EXTRACTED MATERIAL —
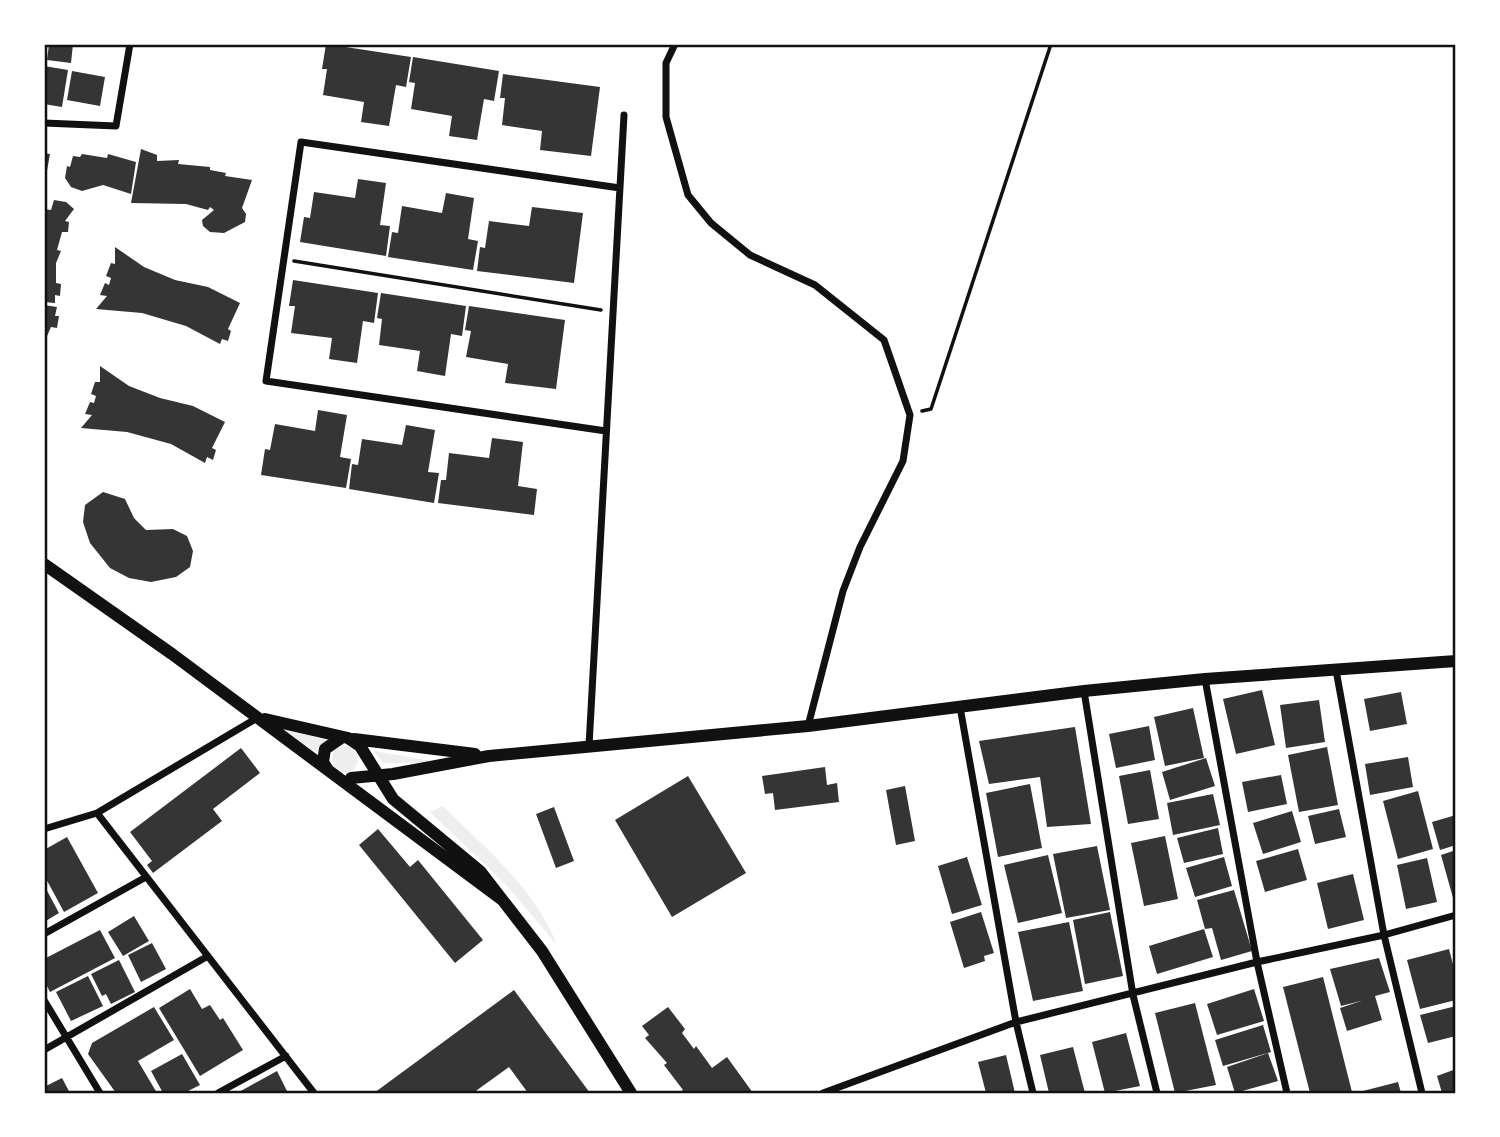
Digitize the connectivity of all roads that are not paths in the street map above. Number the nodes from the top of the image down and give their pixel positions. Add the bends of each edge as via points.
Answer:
1 (130, 44) edge
2 (675, 44) edge
3 (624, 115) dead end
4 (44, 123) edge
5 (620, 188) junction
6 (606, 430) junction
7 (44, 564) edge
8 (1456, 661) edge
9 (1336, 670) junction
10 (1205, 679) junction
11 (1084, 691) junction
12 (960, 707) junction
13 (258, 718) junction
14 (808, 726) junction
15 (344, 738) junction
16 (589, 746) junction
17 (364, 751) junction
18 (489, 756) junction
19 (339, 776) junction
20 (376, 776) junction
21 (97, 813) junction
22 (44, 829) edge
23 (146, 877) junction
24 (501, 899) junction
25 (1456, 915) edge
26 (44, 934) edge
27 (1384, 935) junction
28 (208, 957) junction
29 (1257, 962) junction
30 (1133, 995) junction
31 (44, 1000) edge
32 (1016, 1022) junction
33 (66, 1037) junction
34 (44, 1050) edge
35 (286, 1056) junction
36 (100, 1093) edge
37 (218, 1093) edge
38 (314, 1093) edge
39 (631, 1093) edge
40 (823, 1093) edge
41 (1033, 1093) edge
42 (1157, 1093) edge
43 (1287, 1093) edge
44 (1422, 1093) edge

1 - 4 street via 116,127
2 - 14 street via 666,63 666,117 688,195 711,223 750,255 815,285 884,340 910,415 903,461 843,591
3 - 5 street
5 - 6 street
5 - 6 street via 301,142 266,380
6 - 16 street
7 - 13 main road
8 - 9 main road
9 - 10 main road
9 - 27 street
10 - 11 main road
10 - 29 street
11 - 12 main road
11 - 30 street
12 - 14 main road
12 - 32 street
13 - 15 main road
13 - 19 main road
13 - 21 street
14 - 16 main road
15 - 17 main road
15 - 18 main road
15 - 19 main road via 325,749 323,762
16 - 18 main road
17 - 19 main road via 365,766
17 - 20 main road
18 - 20 main road
19 - 20 main road
19 - 24 main road
20 - 24 main road via 393,799 480,871
21 - 22 street
21 - 23 street
23 - 26 street
23 - 28 street
24 - 39 main road via 542,951
25 - 27 street
27 - 29 street
27 - 44 street
28 - 33 street
28 - 35 street
29 - 30 street
29 - 43 street
30 - 32 street
30 - 42 street
31 - 33 street
32 - 40 street
32 - 41 street
33 - 34 street
33 - 36 street
35 - 37 street
35 - 38 street

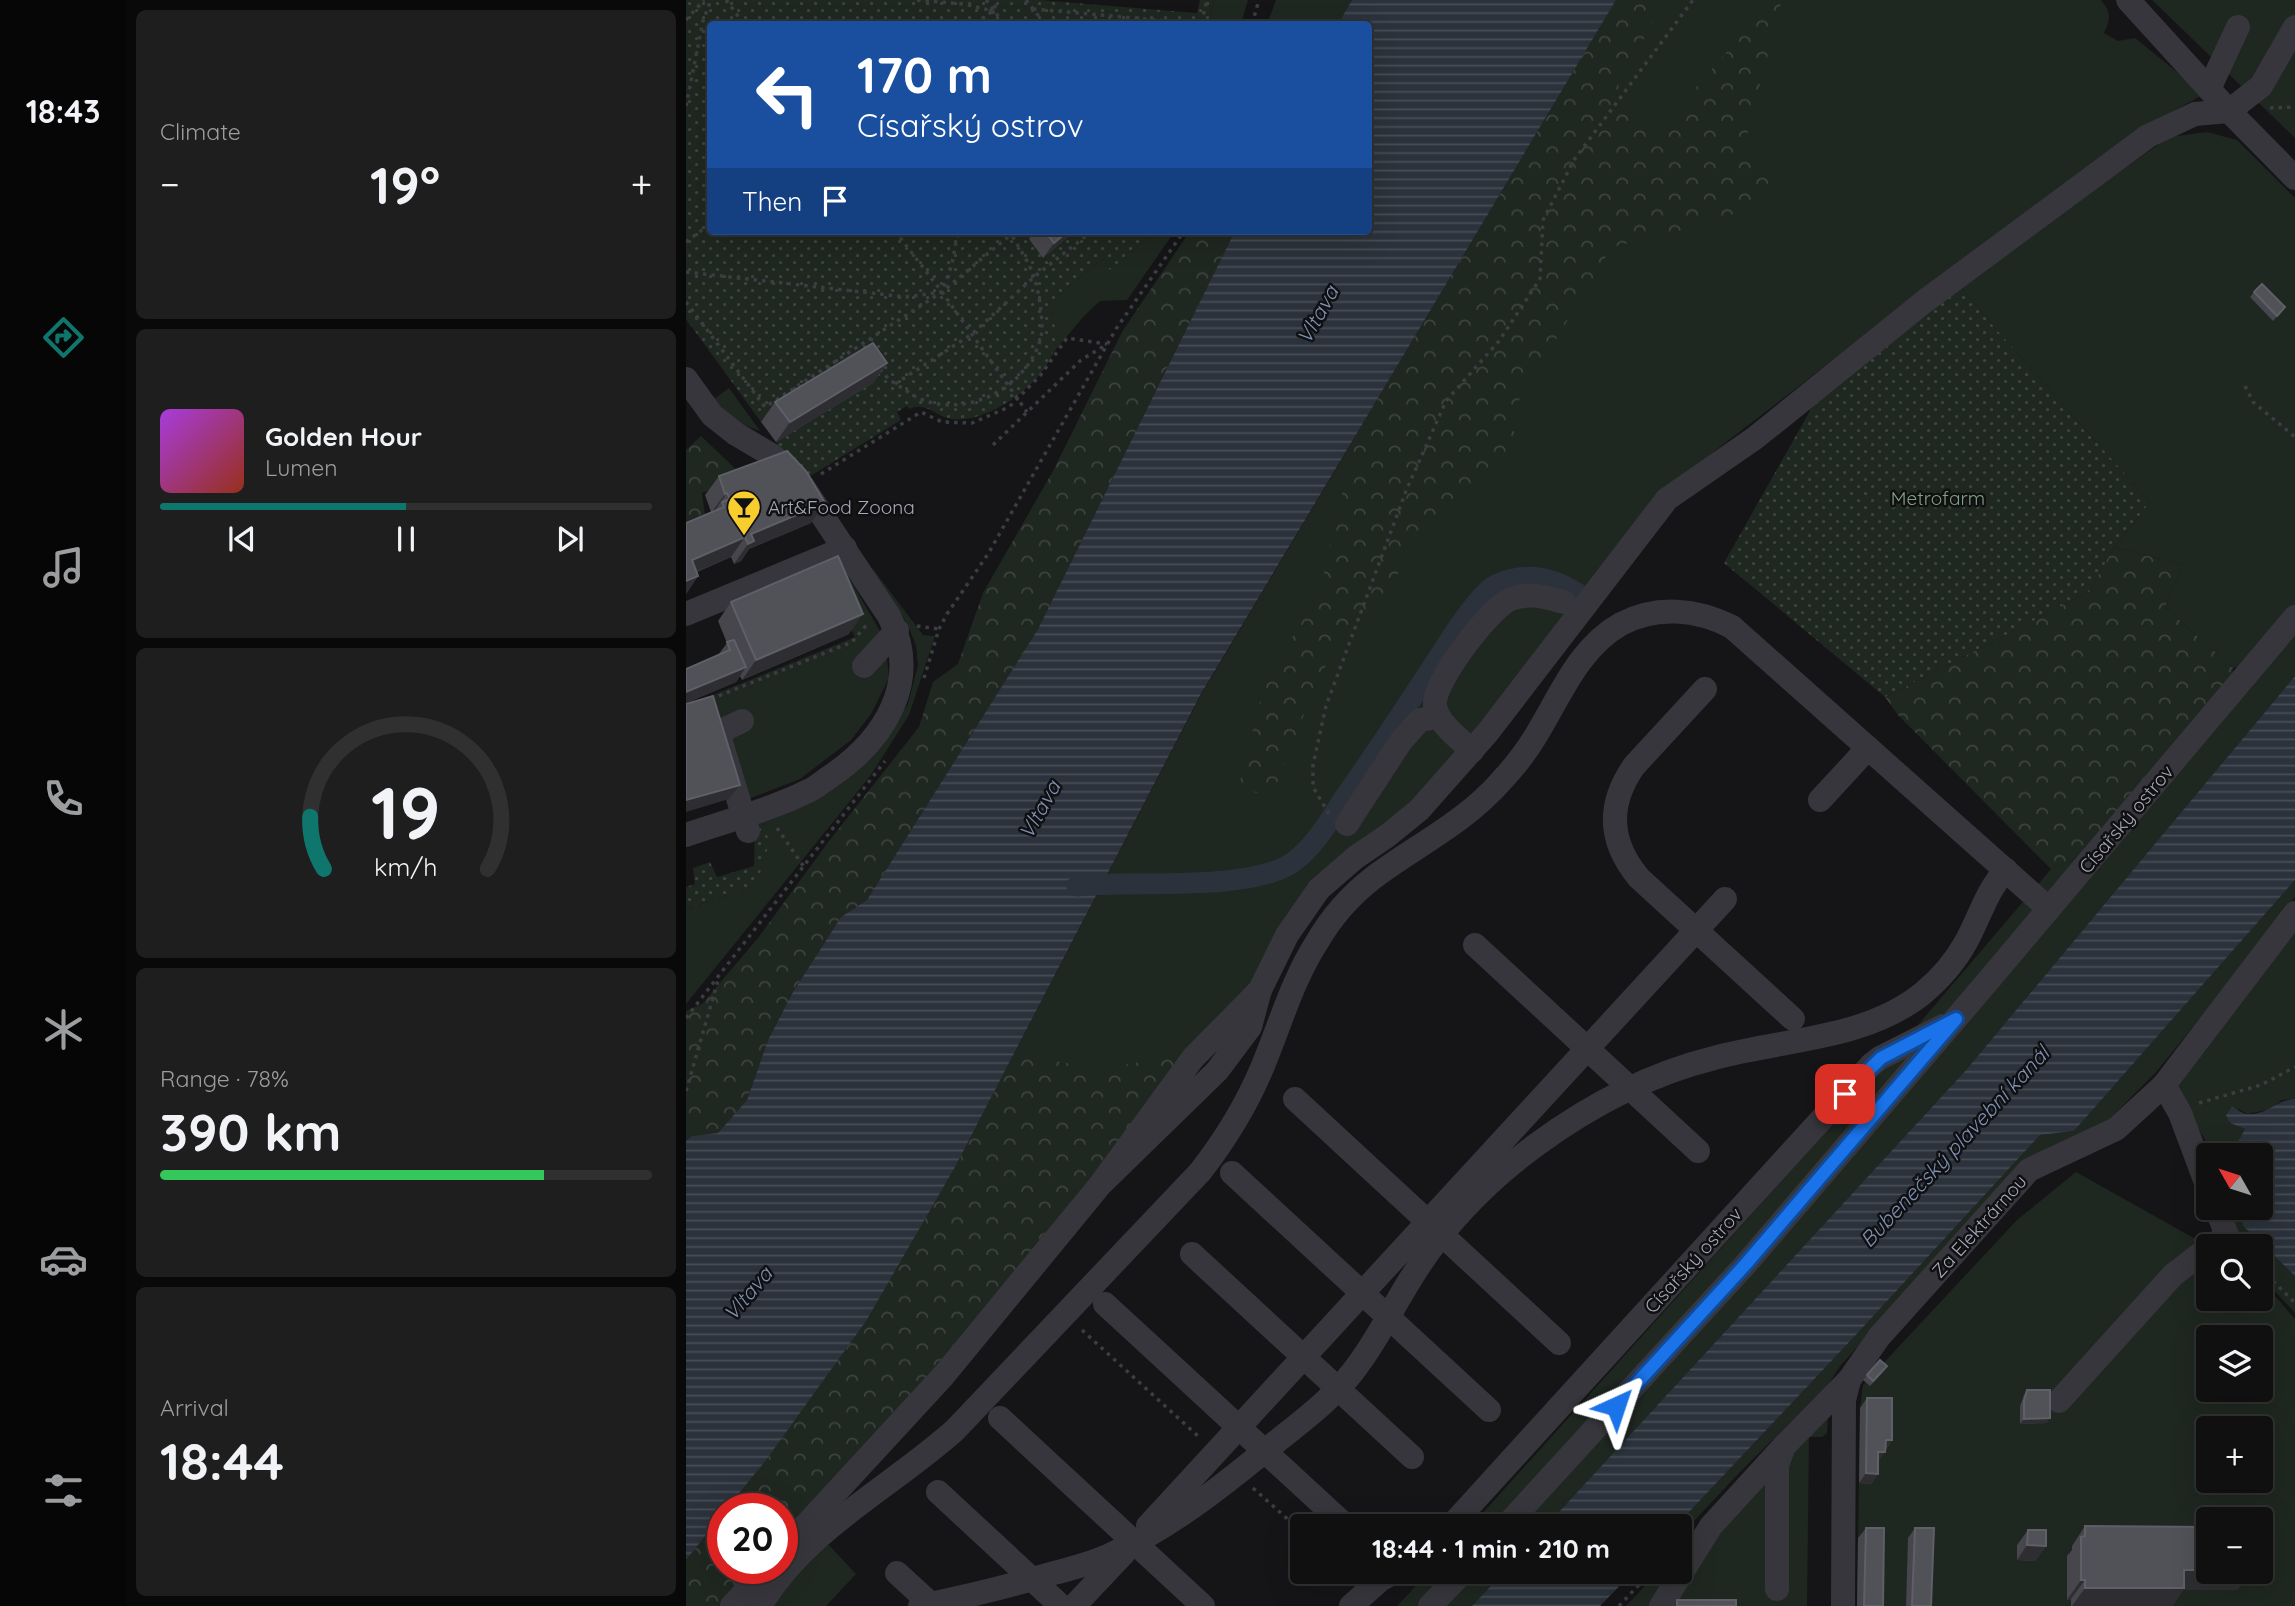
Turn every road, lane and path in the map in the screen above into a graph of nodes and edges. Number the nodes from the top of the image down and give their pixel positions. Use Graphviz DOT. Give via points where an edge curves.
graph roads {
  1 [pos="704,0"];
  2 [pos="711,0"];
  3 [pos="726,0"];
  4 [pos="918,0"];
  5 [pos="986,0"];
  6 [pos="998,0"];
  7 [pos="1026,0"];
  8 [pos="1207,0"];
  9 [pos="1259,0"];
  10 [pos="1693,0"];
  11 [pos="2128,0"];
  12 [pos="1033,9"];
  13 [pos="993,11"];
  14 [pos="686,20"];
  15 [pos="742,21"];
  16 [pos="979,21"];
  17 [pos="993,21"];
  18 [pos="1001,21"];
  19 [pos="1043,21"];
  20 [pos="1168,21"];
  21 [pos="1203,21"];
  22 [pos="1253,21"];
  23 [pos="2238,27"];
  24 [pos="2295,27"];
  25 [pos="2209,89"];
  26 [pos="686,106"];
  27 [pos="2229,111"];
  28 [pos="2295,178"];
  29 [pos="707,226"];
  30 [pos="898,235"];
  31 [pos="957,235"];
  32 [pos="1011,235"];
  33 [pos="1014,235"];
  34 [pos="1087,235"];
  35 [pos="1181,235"];
  36 [pos="686,242"];
  37 [pos="686,272"];
  38 [pos="1034,277"];
  39 [pos="942,292"];
  40 [pos="686,302"];
  41 [pos="972,334"];
  42 [pos="1108,344"];
  43 [pos="877,364"];
  44 [pos="686,379"];
  45 [pos="895,384"];
  46 [pos="1008,386"];
  47 [pos="2245,386"];
  48 [pos="1018,400"];
  49 [pos="1027,412"];
  50 [pos="2295,437"];
  51 [pos="993,446"];
  52 [pos="809,483"];
  53 [pos="845,548"];
  54 [pos="1564,602"];
  55 [pos="686,614"];
  56 [pos="874,616"];
  57 [pos="2295,617"];
  58 [pos="906,628"];
  59 [pos="864,666"];
  60 [pos="1704,689"];
  61 [pos="706,701"];
  62 [pos="1438,717"];
  63 [pos="742,721"];
  64 [pos="720,739"];
  65 [pos="1868,748"];
  66 [pos="1472,751"];
  67 [pos="1820,800"];
  68 [pos="1321,802"];
  69 [pos="751,819"];
  70 [pos="1347,824"];
  71 [pos="686,835"];
  72 [pos="2006,870"];
  73 [pos="1725,899"];
  74 [pos="2049,909"];
  75 [pos="2295,913"];
  76 [pos="1695,930"];
  77 [pos="1475,946"];
  78 [pos="719,975"];
  79 [pos="686,1017"];
  80 [pos="1793,1019"];
  81 [pos="1956,1019"];
  82 [pos="1586,1048"];
  83 [pos="2295,1067"];
  84 [pos="2164,1085"];
  85 [pos="1630,1088"];
  86 [pos="686,1091"];
  87 [pos="1295,1099"];
  88 [pos="2180,1113"];
  89 [pos="1698,1151"];
  90 [pos="2196,1156"];
  91 [pos="1232,1173"];
  92 [pos="1436,1229"];
  93 [pos="1192,1254"];
  94 [pos="2196,1258"];
  95 [pos="2273,1281"];
  96 [pos="1363,1294"];
  97 [pos="2295,1303"];
  98 [pos="1105,1304"];
  99 [pos="1389,1317"];
  100 [pos="1082,1329"];
  101 [pos="1559,1343"];
  102 [pos="1304,1358"];
  103 [pos="1849,1380"];
  104 [pos="1338,1389"];
  105 [pos="2059,1401"];
  106 [pos="1489,1410"];
  107 [pos="1000,1418"];
  108 [pos="1239,1428"];
  109 [pos="1784,1446"];
  110 [pos="1264,1451"];
  111 [pos="1216,1453"];
  112 [pos="1412,1457"];
  113 [pos="1238,1473"];
  114 [pos="938,1492"];
  115 [pos="1333,1514"];
  116 [pos="1462,1514"];
  117 [pos="1517,1514"];
  118 [pos="1290,1521"];
  119 [pos="798,1534"];
  120 [pos="1134,1542"];
  121 [pos="897,1573"];
  122 [pos="1033,1580"];
  123 [pos="752,1584"];
  124 [pos="1376,1584"];
  125 [pos="1451,1584"];
  126 [pos="1640,1584"];
  127 [pos="1777,1589"];
  128 [pos="928,1605"];
  129 [pos="732,1606"];
  130 [pos="760,1606"];
  131 [pos="1061,1606"];
  132 [pos="1074,1606"];
  133 [pos="1203,1606"];
  134 [pos="1351,1606"];
  135 [pos="1430,1606"];
  136 [pos="1619,1606"];
  137 [pos="1661,1606"];
  138 [pos="1843,1606"];
  1 -- 14 [label="path"];
  2 -- 26 [label="path"];
  3 -- 15 [label="path"];
  4 -- 13 [label="path"];
  5 -- 13 [label="path"];
  6 -- 13 [label="path"];
  7 -- 12 [label="path"];
  8 -- 21 [label="path"];
  9 -- 22 [label="path"];
  10 -- 68 [label="path" via="1574,160 1544,220 1540,279 1500,341 1446,401 1406,491 1326,706 1313,765 1313,787"];
  11 -- 25 [label="street"];
  12 -- 19 [label="path"];
  12 -- 20 [label="path"];
  13 -- 16 [label="path"];
  13 -- 17 [label="path"];
  13 -- 18 [label="path"];
  23 -- 25 [label="street"];
  24 -- 27 [label="street" via="2260,86"];
  25 -- 27 [label="street"];
  27 -- 28 [label="street"];
  27 -- 66 [label="street" via="2195,114 2148,136 1925,301 1755,438 1667,499"];
  29 -- 36 [label="path"];
  30 -- 39 [label="path"];
  31 -- 39 [label="path"];
  32 -- 39 [label="path"];
  33 -- 38 [label="path"];
  34 -- 38 [label="path"];
  35 -- 42 [label="path"];
  37 -- 39 [label="path" via="906,297"];
  38 -- 41 [label="path"];
  38 -- 46 [label="path" via="1041,340 1028,365"];
  39 -- 40 [label="path" via="765,407"];
  39 -- 41 [label="path"];
  41 -- 45 [label="path"];
  41 -- 46 [label="path"];
  42 -- 48 [label="path" via="1067,338"];
  42 -- 49 [label="path" via="1081,360"];
  42 -- 58 [label="path" via="988,554 939,629"];
  43 -- 45 [label="path"];
  44 -- 52 [label="street" via="712,415"];
  45 -- 46 [label="path" via="922,400 946,405 993,396"];
  46 -- 48 [label="path"];
  47 -- 50 [label="path" via="2253,402"];
  48 -- 49 [label="path"];
  48 -- 52 [label="path" via="972,423 942,422 921,412"];
  49 -- 51 [label="path"];
  52 -- 53 [label="street"];
  53 -- 55 [label="street"];
  53 -- 58 [label="street"];
  54 -- 62 [label="street" via="1537,594 1510,599 1492,611 1444,676 1434,702"];
  56 -- 61 [label="path" via="852,642"];
  57 -- 74 [label="street, Císařský ostrov"];
  58 -- 59 [label="street"];
  58 -- 69 [label="street" via="900,687 885,723 851,762 810,791"];
  60 -- 76 [label="street" via="1634,766 1615,809 1618,840 1630,867"];
  61 -- 64 [label="street"];
  62 -- 66 [label="street"];
  62 -- 70 [label="street" via="1419,720 1401,741"];
  63 -- 64 [label="street" via="725,729"];
  64 -- 69 [label="street"];
  65 -- 67 [label="street"];
  65 -- 72 [label="street"];
  65 -- 130 [label="street" via="1747,638 1717,619 1665,611 1634,618 1606,634 1584,656 1520,760 1483,801 1373,878 1334,918 1304,963 1250,1096 1218,1149 1030,1368 933,1450 827,1528 786,1570"];
  66 -- 119 [label="street" via="1419,810 1319,889 1287,935 1260,990 1193,1058 1100,1185 944,1375"];
  69 -- 71 [label="street"];
  69 -- 78 [label="path" via="804,867"];
  72 -- 74 [label="street"];
  72 -- 85 [label="street" via="1987,895 1957,956 1934,983 1906,1004 1861,1026 1714,1058"];
  73 -- 76 [label="street"];
  74 -- 81 [label="street, Císařský ostrov"];
  75 -- 84 [label="street, Za Elektrárnou"];
  76 -- 80 [label="street"];
  76 -- 82 [label="street"];
  77 -- 82 [label="street"];
  78 -- 79 [label="path"];
  78 -- 86 [label="path"];
  81 -- 116 [label="street, Císařský ostrov" via="1871,1065"];
  81 -- 117 [label="street, Císařský ostrov" via="1745,1265"];
  82 -- 85 [label="street"];
  82 -- 92 [label="street"];
  83 -- 88 [label="path" via="2261,1085"];
  84 -- 88 [label="street"];
  84 -- 103 [label="street, Za Elektrárnou" via="2116,1129 2029,1170 1879,1337"];
  85 -- 89 [label="street"];
  85 -- 92 [label="street" via="1534,1146"];
  87 -- 92 [label="street"];
  88 -- 90 [label="street"];
  91 -- 96 [label="street"];
  92 -- 96 [label="street"];
  92 -- 99 [label="street"];
  92 -- 101 [label="street"];
  93 -- 102 [label="street"];
  94 -- 105 [label="street" via="2174,1275"];
  95 -- 97 [label="path"];
  96 -- 99 [label="street"];
  96 -- 102 [label="street"];
  98 -- 108 [label="street"];
  99 -- 104 [label="street"];
  99 -- 106 [label="street"];
  100 -- 111 [label="path"];
  102 -- 104 [label="street"];
  102 -- 108 [label="street"];
  103 -- 109 [label="street, Za Elektrárnou"];
  103 -- 138 [label="street" via="1844,1400"];
  104 -- 110 [label="street"];
  104 -- 112 [label="street"];
  107 -- 120 [label="street"];
  108 -- 110 [label="street"];
  108 -- 111 [label="street"];
  109 -- 127 [label="street" via="1777,1465"];
  109 -- 137 [label="street, Za Elektrárnou" via="1710,1527"];
  110 -- 113 [label="street"];
  110 -- 115 [label="street"];
  111 -- 120 [label="street"];
  113 -- 118 [label="path"];
  113 -- 120 [label="street" via="1175,1520"];
  114 -- 122 [label="street"];
  120 -- 122 [label="street"];
  120 -- 132 [label="street"];
  120 -- 133 [label="street"];
  121 -- 128 [label="street"];
  122 -- 128 [label="street"];
  122 -- 131 [label="street"];
  123 -- 129 [label="street"];
  124 -- 134 [label="street"];
  125 -- 135 [label="street"];
  126 -- 136 [label="path"];
}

WORK REQUEST — Sift through the material above and copy the lines that contain the word "down".

RESULT —
Digitize the connectivity of all roads that are not paths in the street map above. Number the nodes from the top of the image down and give their pixel positions. Add the bends of each edge as via points.
Turn every road, lane and path in the map in the screen above into a graph of nodes and edges. Number the nodes from the top of the image down and give their pixel positions. Use Graphviz DOT. Give via points where an edge curves.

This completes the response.